Jason and Leiah had followed the black-shrouded Mercedes up the coast and had been ushered into the home with Caleb and Nikolous. A plump Swedish nurse named Heidi had emerged from the back hall and asked them to wait in the living room for a few minutes while Paul spoke with the boy alone.
That had been over an hour ago.
Nikolous sat cr
oss-legged and silent for thirty minutes before rising and asking the nurse what was happening with Caleb. She’d simply smiled, brought him another soft drink, and told him to show a little patience. Dr. Thompson would spend only as much time alone with the boy as fit his judgment, and he was not a careless man.
Leiah had joined the nurse in her smile and offered to help in any way she could. They disappeared into the kitchen and talked quietly. Fifteen minutes later Leiah had come out and asked Jason if he wanted to wait on the deck with her.
They sat at a small glass-topped wrought-iron table overlooking the bay. A sea breeze cooled their faces.
“I had no idea our host was such a heavy hitter,” Leiah said. “Do you realize who he is?”
“Only what Nikolous told me. Big man in evangelical circles.”
“If the evangelicals had a pope, it would be Dr. Paul Thompson. His opinion will weigh heavily in the minds of a lot of people.”
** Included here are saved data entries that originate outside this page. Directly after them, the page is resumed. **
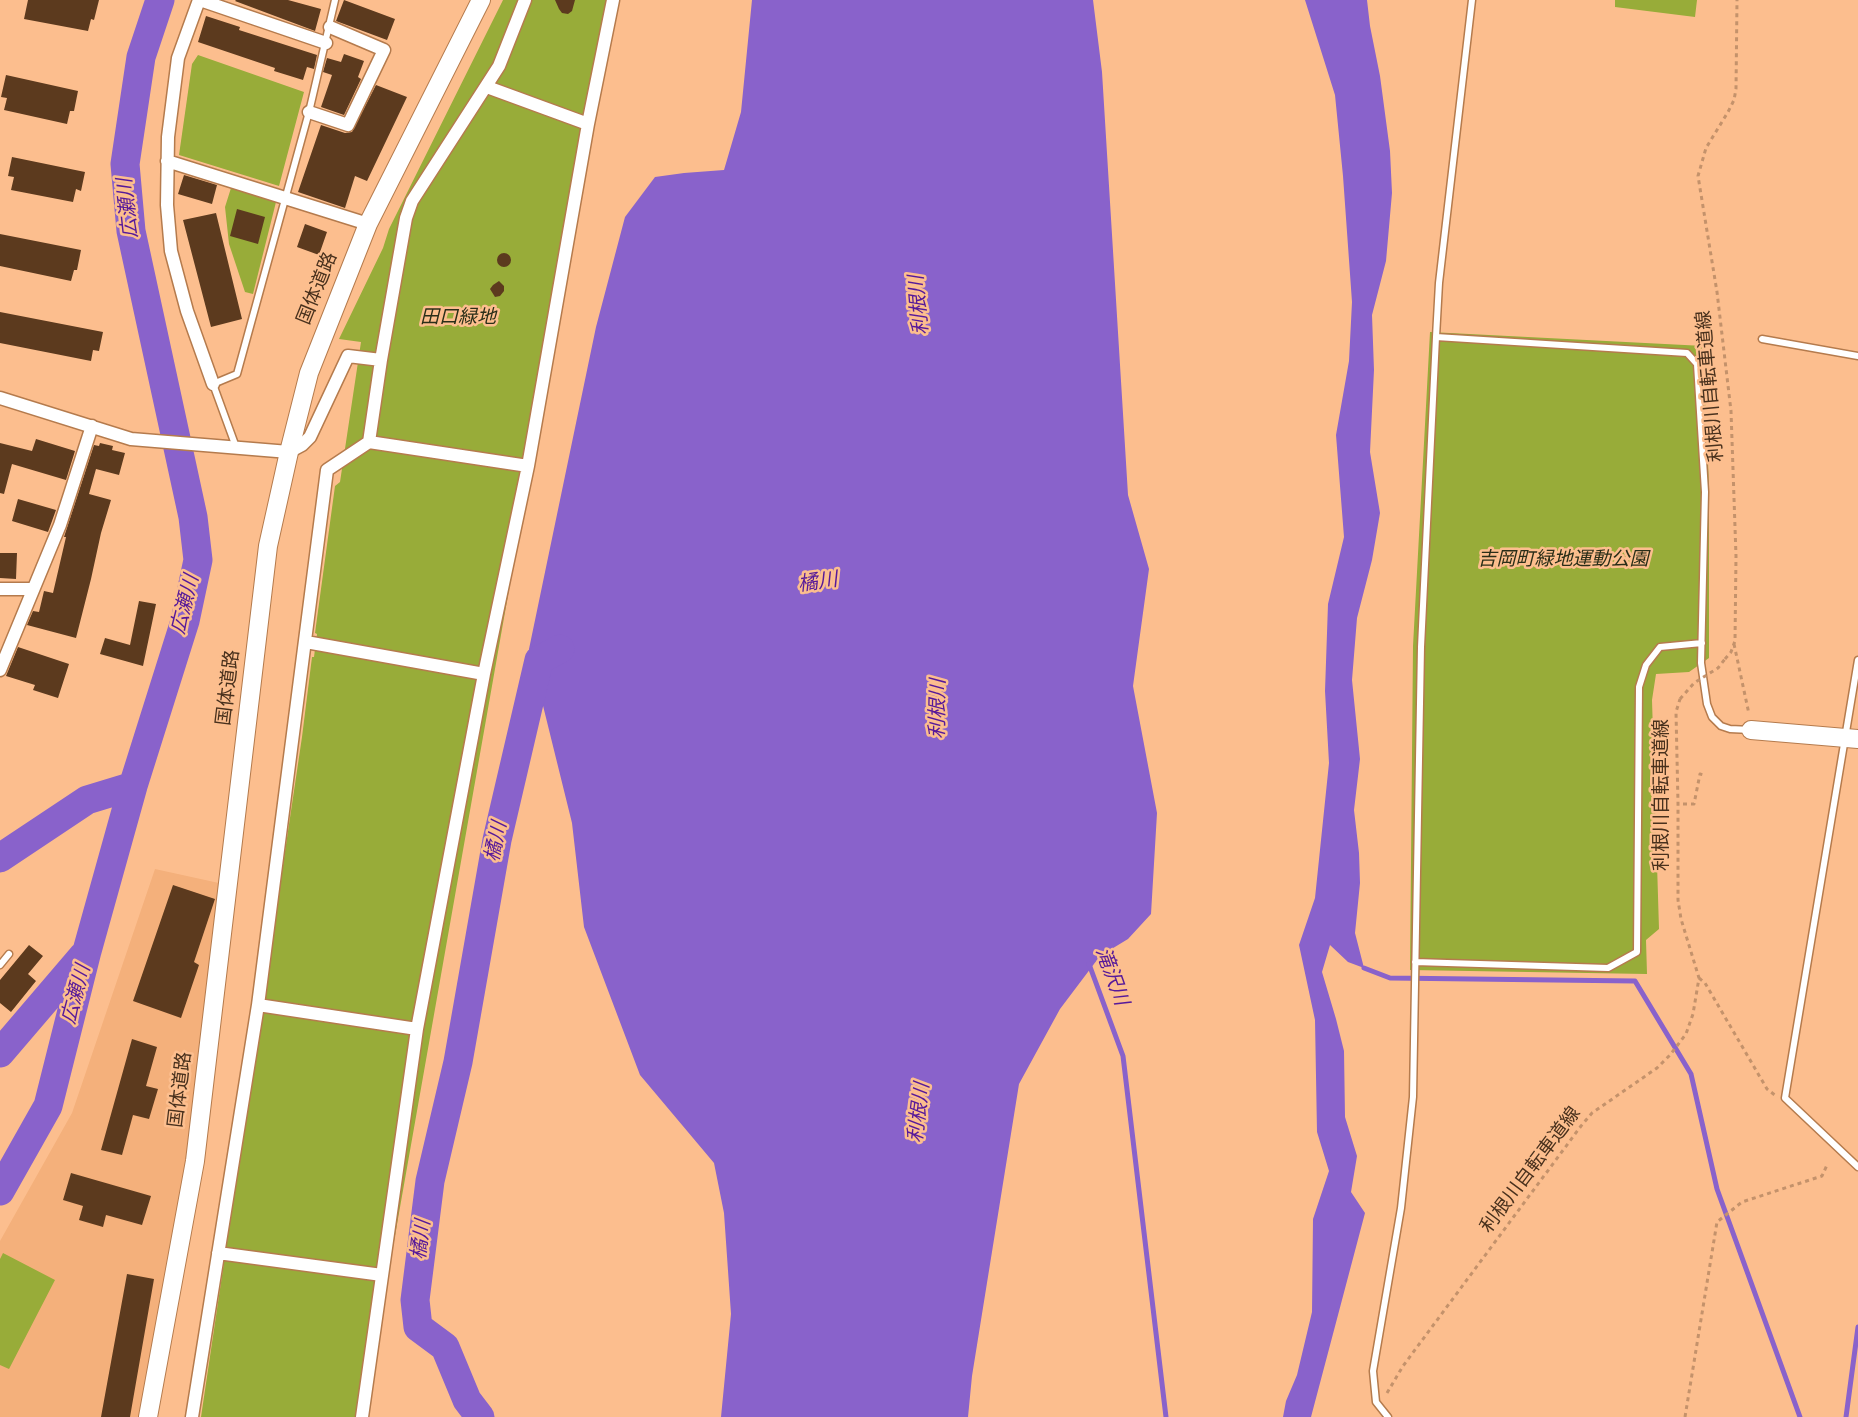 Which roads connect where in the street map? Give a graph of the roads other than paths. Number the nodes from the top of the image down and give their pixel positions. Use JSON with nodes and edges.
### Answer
{"nodes":[{"id":1,"x":200,"y":0,"type":"edge"},
{"id":2,"x":335,"y":0,"type":"edge"},
{"id":3,"x":481,"y":0,"type":"edge"},
{"id":4,"x":525,"y":0,"type":"edge"},
{"id":5,"x":614,"y":0,"type":"edge"},
{"id":6,"x":1472,"y":0,"type":"edge"},
{"id":7,"x":330,"y":27,"type":"junction"},
{"id":8,"x":326,"y":43,"type":"junction"},
{"id":9,"x":487,"y":87,"type":"junction"},
{"id":10,"x":309,"y":112,"type":"junction"},
{"id":11,"x":588,"y":124,"type":"junction"},
{"id":12,"x":167,"y":161,"type":"junction"},
{"id":13,"x":285,"y":198,"type":"junction"},
{"id":14,"x":368,"y":224,"type":"junction"},
{"id":15,"x":1436,"y":337,"type":"junction"},
{"id":16,"x":1762,"y":339,"type":"dead end"},
{"id":17,"x":1858,"y":356,"type":"edge"},
{"id":18,"x":381,"y":360,"type":"junction"},
{"id":19,"x":213,"y":384,"type":"junction"},
{"id":20,"x":0,"y":398,"type":"edge"},
{"id":21,"x":92,"y":426,"type":"junction"},
{"id":22,"x":369,"y":442,"type":"junction"},
{"id":23,"x":237,"y":448,"type":"junction"},
{"id":24,"x":289,"y":452,"type":"junction"},
{"id":25,"x":528,"y":466,"type":"junction"},
{"id":26,"x":0,"y":589,"type":"edge"},
{"id":27,"x":34,"y":589,"type":"junction"},
{"id":28,"x":306,"y":642,"type":"junction"},
{"id":29,"x":1702,"y":643,"type":"junction"},
{"id":30,"x":1858,"y":660,"type":"edge"},
{"id":31,"x":0,"y":670,"type":"edge"},
{"id":32,"x":484,"y":674,"type":"junction"},
{"id":33,"x":1750,"y":724,"type":"joint"},
{"id":34,"x":1852,"y":739,"type":"edge"},
{"id":35,"x":9,"y":954,"type":"dead end"},
{"id":36,"x":1415,"y":962,"type":"junction"},
{"id":37,"x":0,"y":965,"type":"edge"},
{"id":38,"x":258,"y":1005,"type":"junction"},
{"id":39,"x":417,"y":1029,"type":"junction"},
{"id":40,"x":1858,"y":1167,"type":"edge"},
{"id":41,"x":218,"y":1253,"type":"junction"},
{"id":42,"x":382,"y":1275,"type":"junction"},
{"id":43,"x":148,"y":1417,"type":"edge"},
{"id":44,"x":192,"y":1417,"type":"edge"},
{"id":45,"x":362,"y":1417,"type":"edge"},
{"id":46,"x":1388,"y":1417,"type":"edge"}],
"edges":[{"from":1,"to":8,"type":"street"},
{"from":1,"to":12,"type":"street"},
{"from":2,"to":7,"type":"lane"},
{"from":3,"to":14,"type":"street","name":"国体道路"},
{"from":4,"to":9,"type":"street"},
{"from":5,"to":11,"type":"street"},
{"from":6,"to":15,"type":"lane"},
{"from":7,"to":8,"type":"lane"},
{"from":7,"to":10,"type":"street"},
{"from":8,"to":10,"type":"lane"},
{"from":9,"to":11,"type":"street"},
{"from":9,"to":18,"type":"street"},
{"from":10,"to":13,"type":"lane"},
{"from":11,"to":25,"type":"street"},
{"from":12,"to":13,"type":"street"},
{"from":12,"to":19,"type":"street"},
{"from":13,"to":14,"type":"street"},
{"from":13,"to":19,"type":"lane"},
{"from":14,"to":24,"type":"street","name":"国体道路"},
{"from":15,"to":29,"type":"lane"},
{"from":15,"to":36,"type":"lane"},
{"from":16,"to":17,"type":"lane"},
{"from":18,"to":22,"type":"street"},
{"from":18,"to":24,"type":"street"},
{"from":19,"to":23,"type":"lane"},
{"from":20,"to":21,"type":"street"},
{"from":21,"to":23,"type":"street"},
{"from":21,"to":27,"type":"street"},
{"from":22,"to":25,"type":"street"},
{"from":22,"to":28,"type":"street"},
{"from":23,"to":24,"type":"street"},
{"from":24,"to":43,"type":"street","name":"国体道路"},
{"from":25,"to":32,"type":"street"},
{"from":26,"to":27,"type":"street"},
{"from":27,"to":31,"type":"street"},
{"from":28,"to":32,"type":"street"},
{"from":28,"to":38,"type":"street"},
{"from":29,"to":33,"type":"lane"},
{"from":29,"to":36,"type":"lane"},
{"from":30,"to":34,"type":"lane"},
{"from":32,"to":39,"type":"street"},
{"from":33,"to":34,"type":"street"},
{"from":34,"to":40,"type":"lane"},
{"from":35,"to":37,"type":"lane"},
{"from":36,"to":46,"type":"lane"},
{"from":38,"to":39,"type":"street"},
{"from":38,"to":41,"type":"street"},
{"from":39,"to":42,"type":"street"},
{"from":41,"to":42,"type":"street"},
{"from":41,"to":44,"type":"street"},
{"from":42,"to":45,"type":"street"}]} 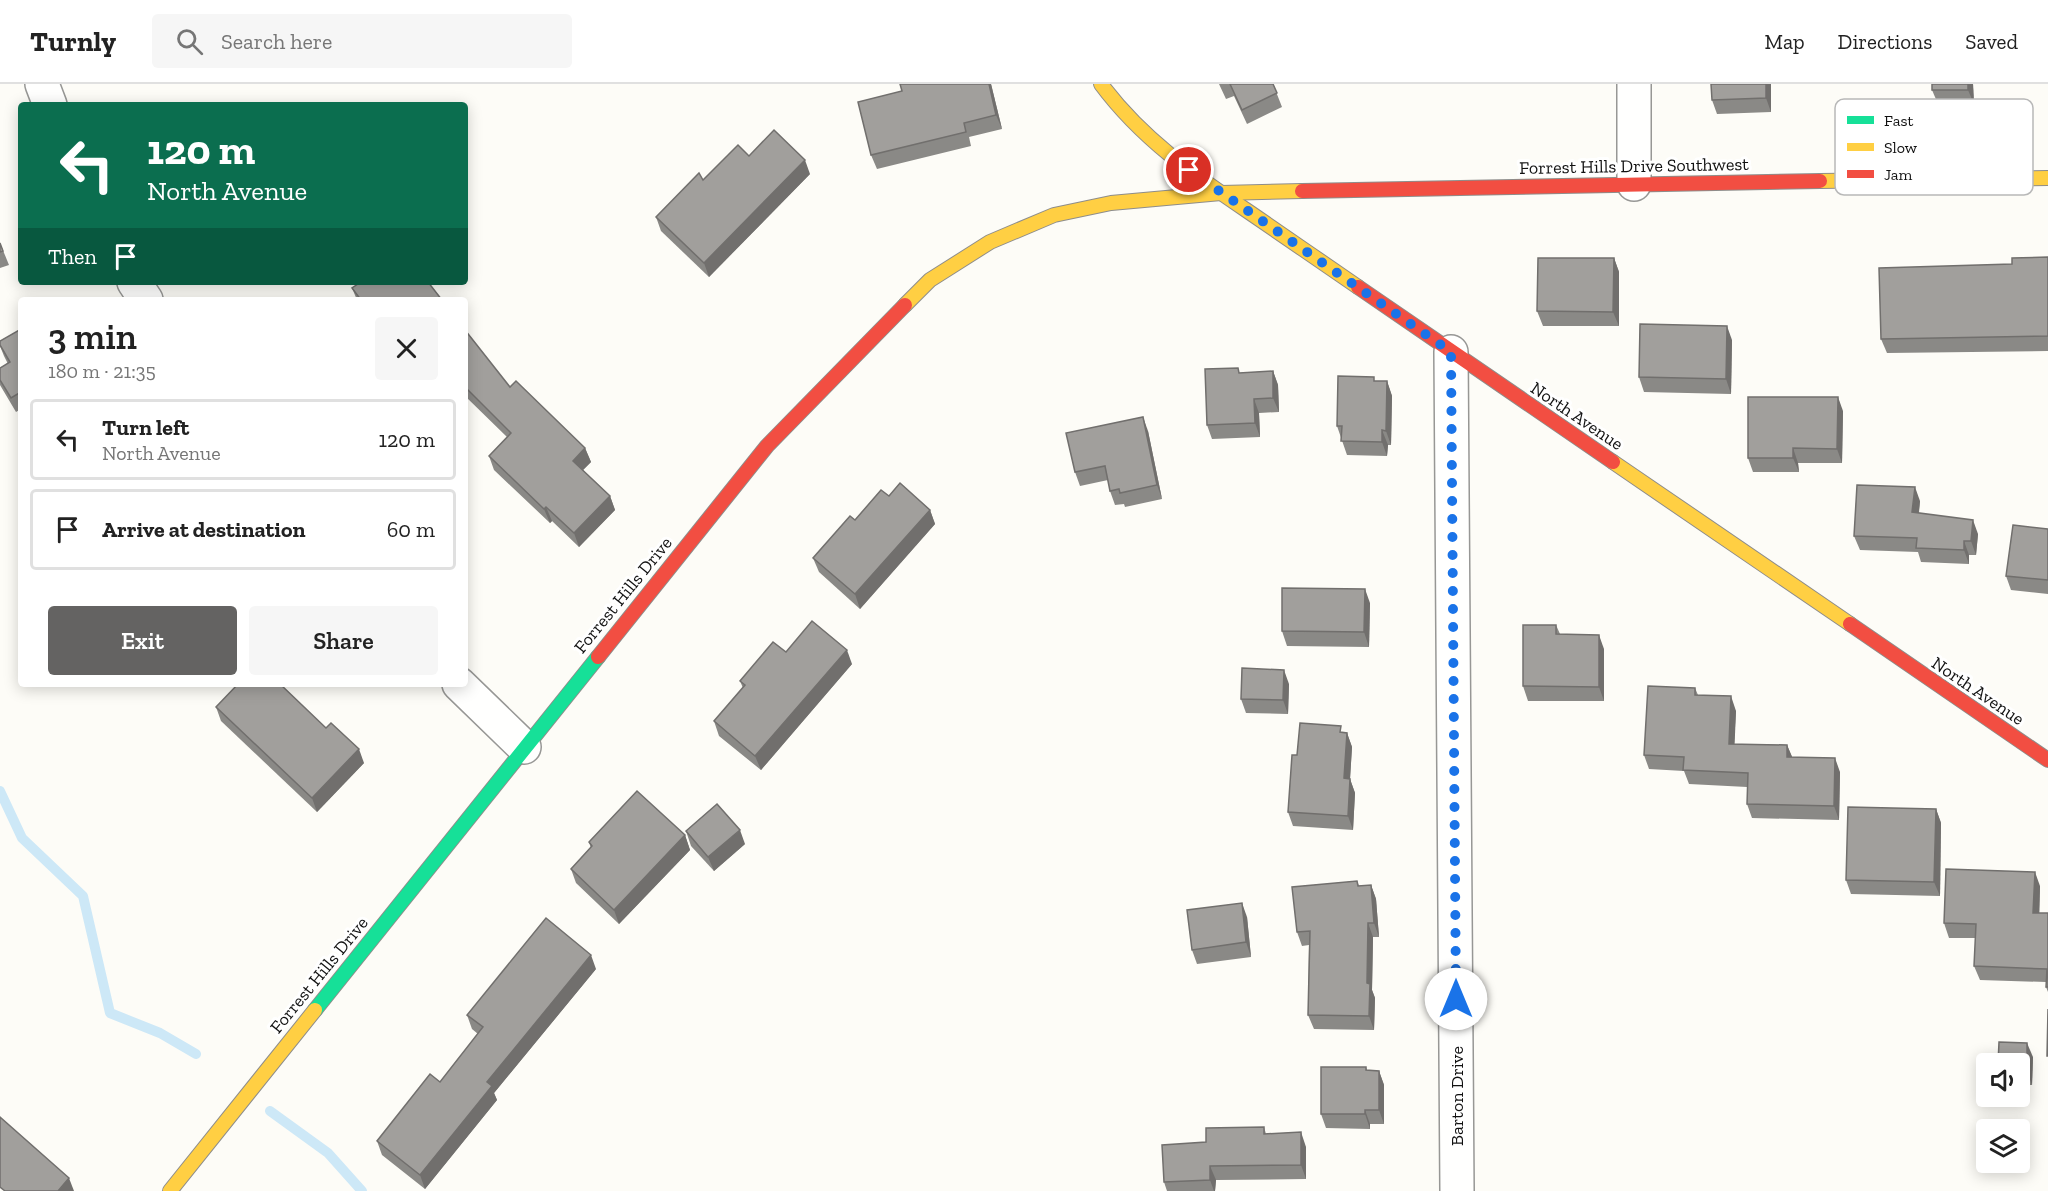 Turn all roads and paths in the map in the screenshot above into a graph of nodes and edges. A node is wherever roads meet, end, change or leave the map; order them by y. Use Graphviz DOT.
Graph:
graph roads {
  1 [pos="42,84"];
  2 [pos="1101,84"];
  3 [pos="1634,84"];
  4 [pos="49,102"];
  5 [pos="2033,178"];
  6 [pos="2048,178"];
  7 [pos="1835,181"];
  8 [pos="1634,184"];
  9 [pos="1221,194"];
  10 [pos="1451,352"];
  11 [pos="462,687"];
  12 [pos="524,747"];
  13 [pos="2048,760"];
  14 [pos="170,1191"];
  15 [pos="1457,1191"];
  1 -- 4 [label="street"];
  2 -- 9 [label="street, North Avenue"];
  3 -- 8 [label="street"];
  5 -- 6 [label="street, Forrest Hills Drive Southwest"];
  7 -- 8 [label="street, Forrest Hills Drive Southwest"];
  8 -- 9 [label="street, Forrest Hills Drive Southwest"];
  9 -- 10 [label="street, North Avenue"];
  9 -- 12 [label="street, Forrest Hills Drive"];
  10 -- 13 [label="street, North Avenue"];
  10 -- 15 [label="street, Barton Drive"];
  11 -- 12 [label="street"];
  12 -- 14 [label="street, Forrest Hills Drive"];
}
The trip had been gnawing at Jason from the beginning, and he decided to speak his mind. “Well, frankly, I don’t see that it’ll make any difference. He could be the Dalai Lama, the pope, Mohammed himself. In my mind he’s tainted by religion, and he’ll see what he wants to see.”
“Have a heart. He’s also dying of leukemia.”
“And that’s why we’re here. Not to hear his wisdom on Caleb.”
She looked out to sea. “Caleb’s tainted by religion as well. You hold that against him?”
“Caleb’s different. For one thing, he’s a child who doesn’t know any better. For another, he’s actually doing something, not just pretending. If his power came from some Hindu god, then we oughta see a few other people accessing that same god and walking around doing these kinds of things. The same goes for every other religion’s gods. Dr. Thompson may be the cat’s meow among his buddies, but he’s only one religious zealot among a thousand, and as far as I’m concerned, they’re all missing the point.”
“And what is the point?”
“The point is he’s complaining of a gut-ache this morning, an ulcer for all we know; the point is Caleb’s life’s in danger. The point is that he’s being ruined by this circus.”